The other matter is Jesus' teaching to the salty-light people of the church about love of enemies. His teaching here really does rub salt in the wounds of the world's ways. Let me give you a true recent example of the Church of the Out of Step in action. In England, a big shindig worship service was held in St. Paul's Cathedral in thanksgiving for the end of the Falklands Island Crisis. The main speaker was Dr. Runcie, the Archbishop of Canterbury, the head of the Church of England. Prime Minister Thatcher and high government leaders were in attendance. Mrs. Thatcher in the words of her own husband was "spitting blood" in anger after the service. One leader said Archbishop Runcie had insulted the 255 British soldiers who lost their lives in the mini-war. Why? Because the leaders had come to a worship service expecting to hear how God had given England a great victory, and God's man had said: "War is a sign of human failure and everything we say and do in this service must be in that context.” In a world where we love to choose up sides, play the game of love the uses and hate the them's, it always is irritating for some obnoxious Christian to say that God is concerned about what unites us not what divides us.
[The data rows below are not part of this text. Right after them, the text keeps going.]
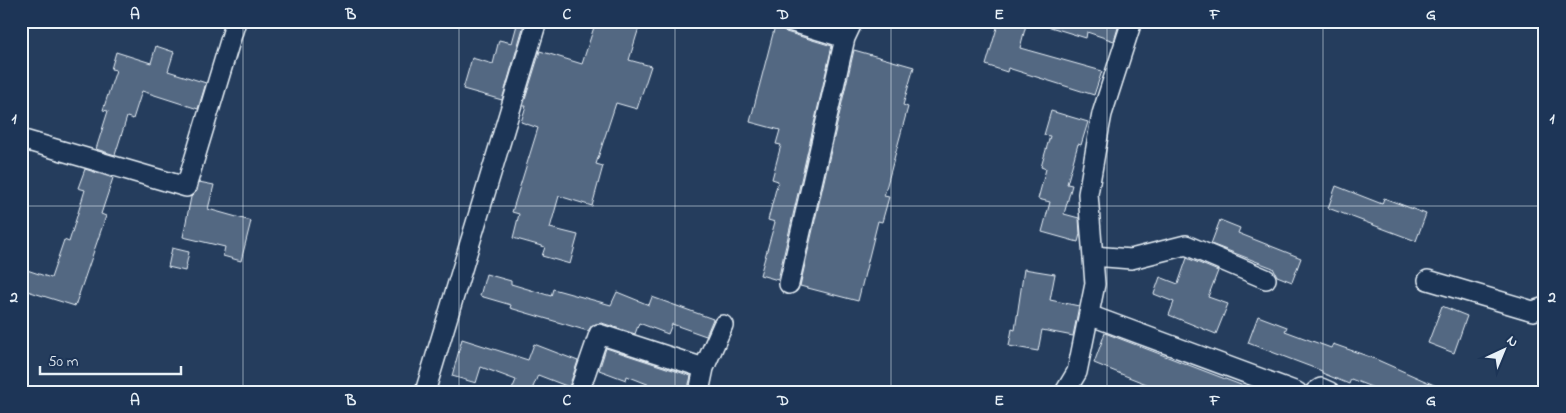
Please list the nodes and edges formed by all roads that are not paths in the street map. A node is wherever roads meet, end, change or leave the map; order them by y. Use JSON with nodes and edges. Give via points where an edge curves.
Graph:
{"nodes":[{"id":1,"x":236,"y":21,"type":"edge"},
{"id":2,"x":537,"y":21,"type":"edge"},
{"id":3,"x":789,"y":21,"type":"edge"},
{"id":4,"x":1132,"y":21,"type":"edge"},
{"id":5,"x":849,"y":30,"type":"edge"},
{"id":6,"x":21,"y":139,"type":"edge"},
{"id":7,"x":1093,"y":256,"type":"junction"},
{"id":8,"x":1266,"y":279,"type":"dead end"},
{"id":9,"x":1428,"y":280,"type":"dead end"},
{"id":10,"x":789,"y":284,"type":"dead end"},
{"id":11,"x":1545,"y":307,"type":"edge"},
{"id":12,"x":1089,"y":315,"type":"junction"},
{"id":13,"x":723,"y":324,"type":"dead end"},
{"id":14,"x":704,"y":368,"type":"junction"},
{"id":15,"x":425,"y":392,"type":"edge"},
{"id":16,"x":579,"y":392,"type":"edge"},
{"id":17,"x":699,"y":392,"type":"edge"},
{"id":18,"x":1065,"y":392,"type":"edge"},
{"id":19,"x":1297,"y":392,"type":"edge"},
{"id":20,"x":1315,"y":392,"type":"edge"},
{"id":21,"x":1330,"y":392,"type":"edge"}],
"edges":[{"from":1,"to":6,"type":"street","via":[[186,187]]},
{"from":2,"to":15,"type":"street"},
{"from":3,"to":5,"type":"street"},
{"from":4,"to":7,"type":"street","via":[[1102,114],[1088,194]]},
{"from":5,"to":10,"type":"street"},
{"from":7,"to":8,"type":"street","via":[[1131,259],[1186,245]]},
{"from":7,"to":12,"type":"street","via":[[1095,284]]},
{"from":9,"to":11,"type":"street","via":[[1534,311]]},
{"from":12,"to":18,"type":"street","via":[[1077,372]]},
{"from":12,"to":19,"type":"street"},
{"from":13,"to":14,"type":"street"},
{"from":14,"to":16,"type":"street","via":[[599,334]]},
{"from":14,"to":17,"type":"street"},
{"from":20,"to":21,"type":"street","via":[[1321,388]]}]}
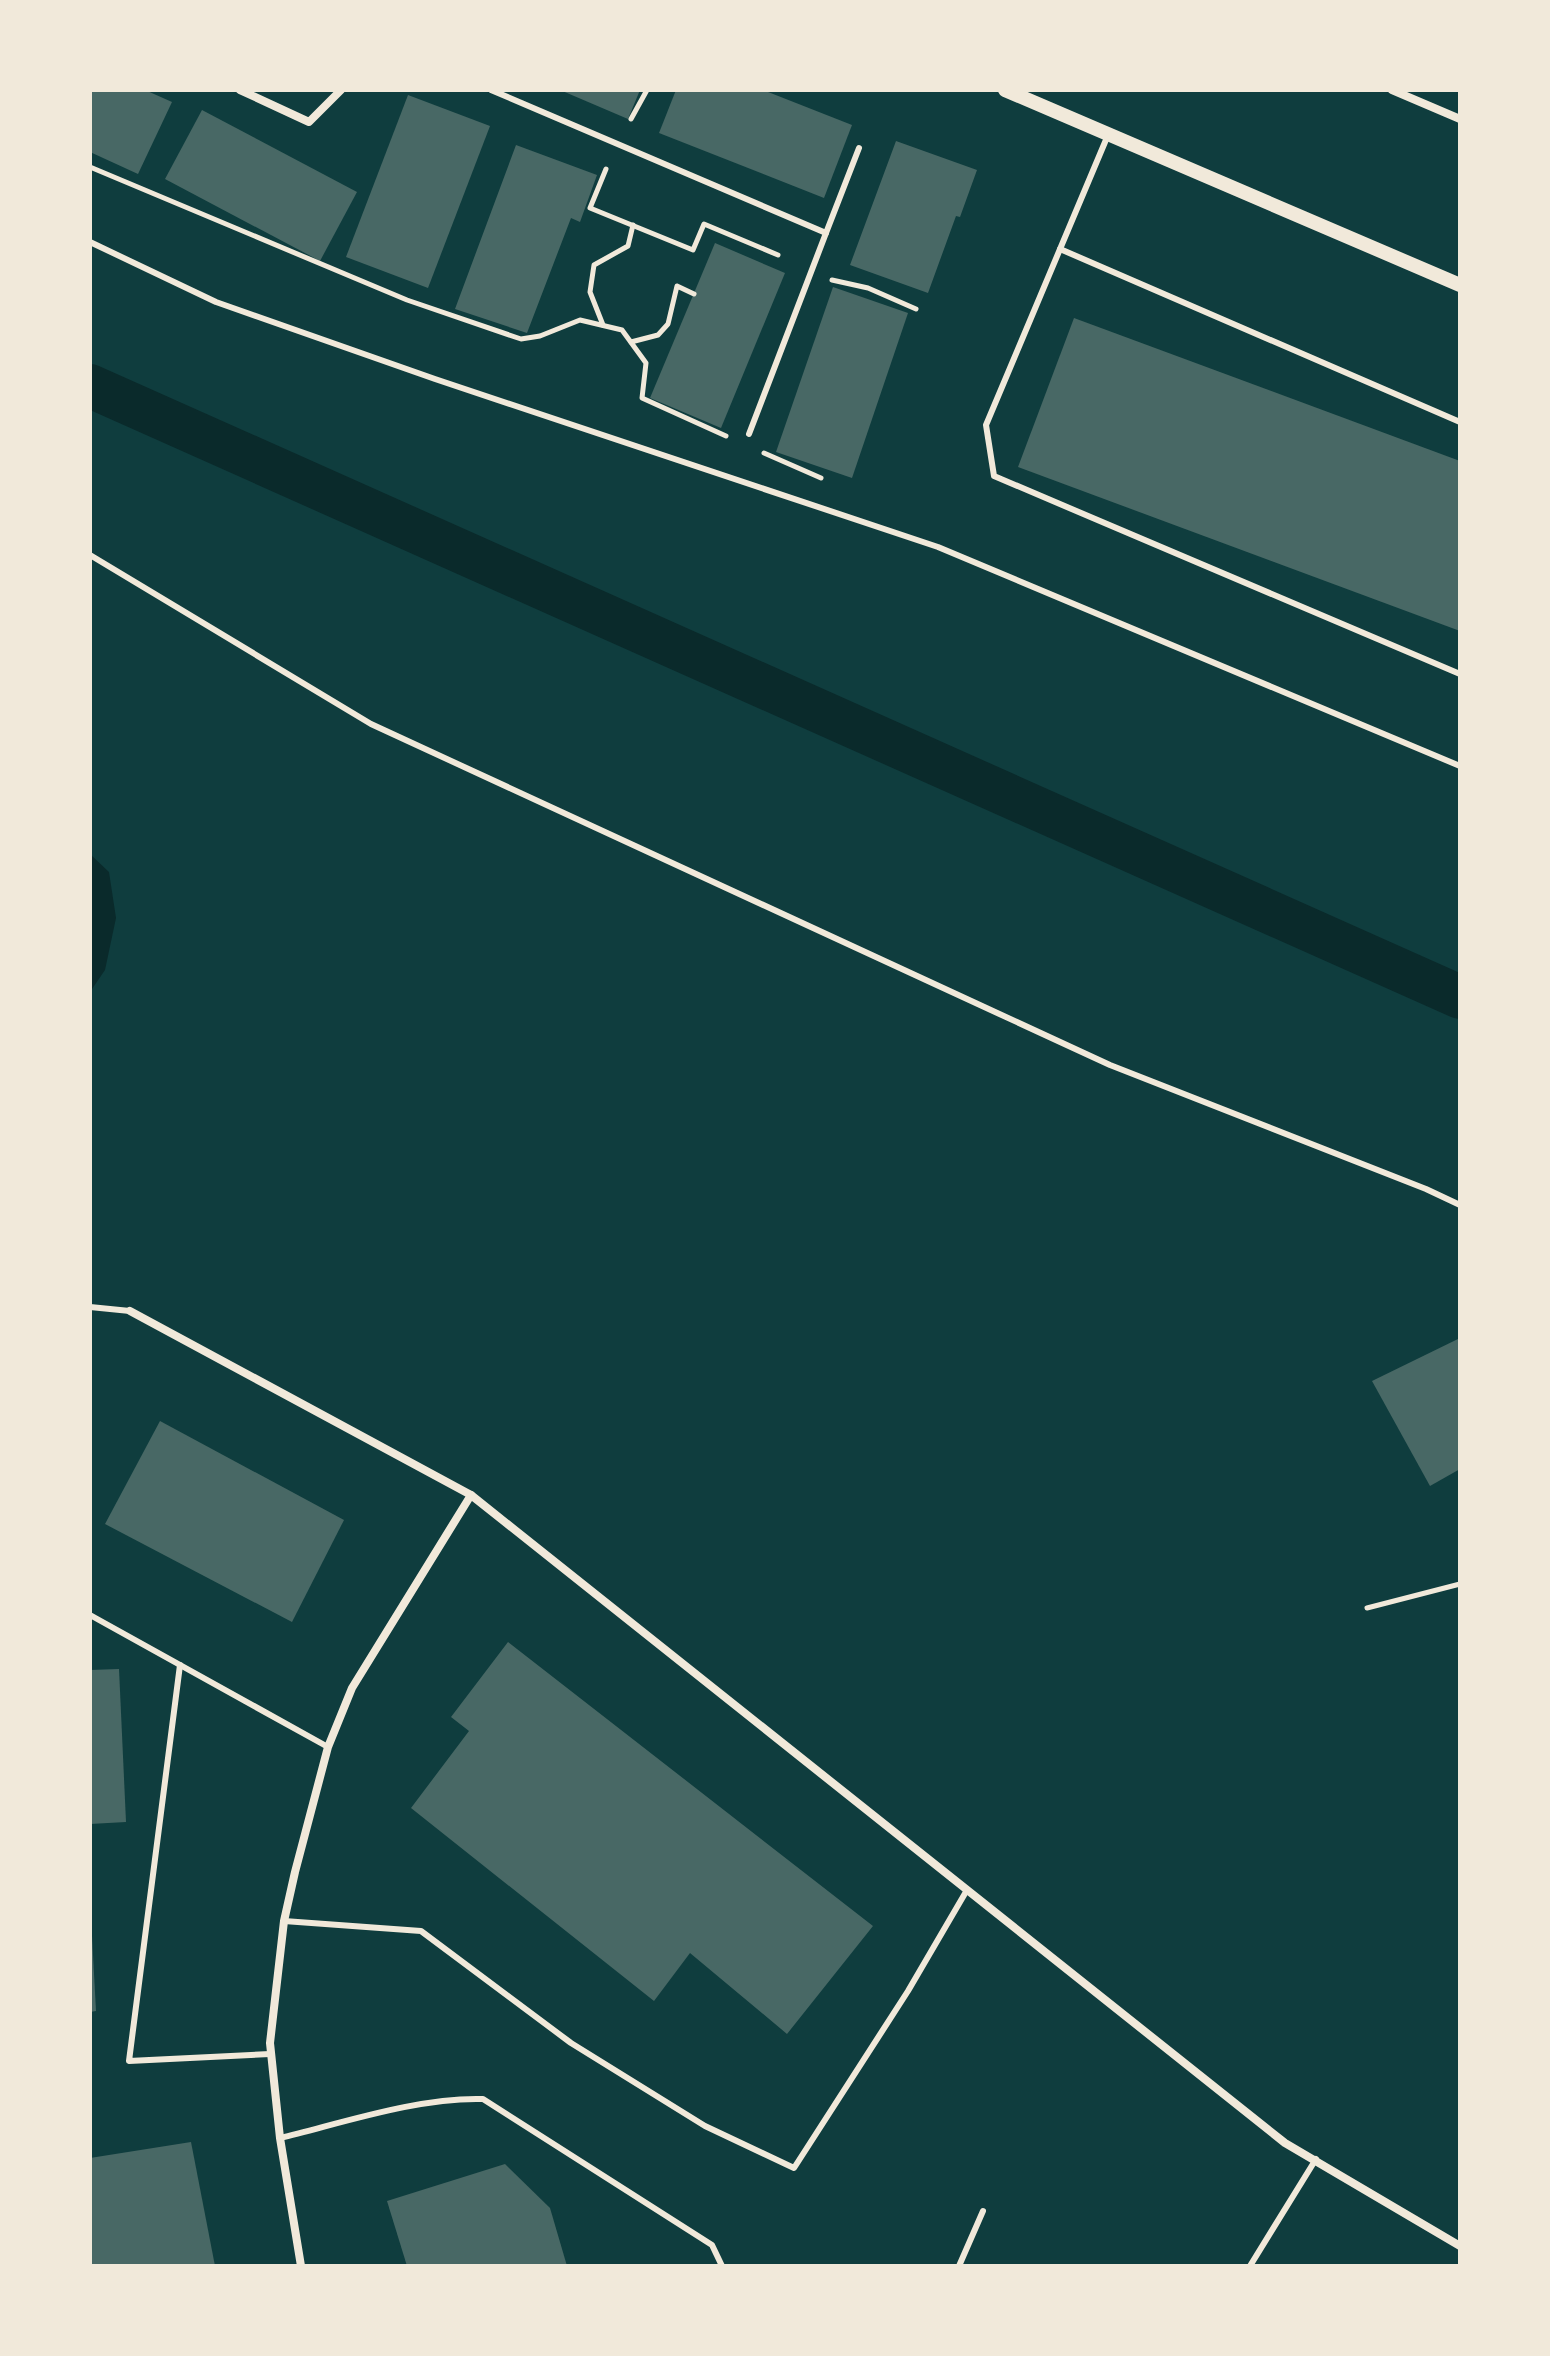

How the world needs the Church of the Out of Step around reminding that God never gives us a mandate to destroy ourselves or each other in the name of a political system that will come and go like the waves on the seashore. In his book on the nuclear arms race, Robert Gardner has written, "How foolish and tragic it will have been if nations, in the spirit of a new holy war, destroy each other, together with all the values they are presuming to defend, for the sake of differences which a century from now will be of little concern to anyone except historians. We might add if there are any historians or anyone else left.
You see, the teaching of Jesus about loving your enemies is just as tricky as the prohibition against adultery. Both go deep, deep against the grain of business as usual in the world. Nations are willing to junk their poor and push their economies to the brink of collapse in the cause of equipment to destroy enemies. The Church of the Out-of-Step will not go along.
You don't need me to tell you that the other churches I mentioned have a lot more members than the Church of the Out of Step. As in Jesus' day, the crowds grow and the disciples thin out. But maybe, we have some of our questions answered about what in the world the church is to do. Also, maybe we know why Jesus said, "Blessed are you when people say all kinds of evil things to you on my account.”
If you and I are not willing to be God's light in the world, then things are going to get even darker for us all. God, help us get out of step.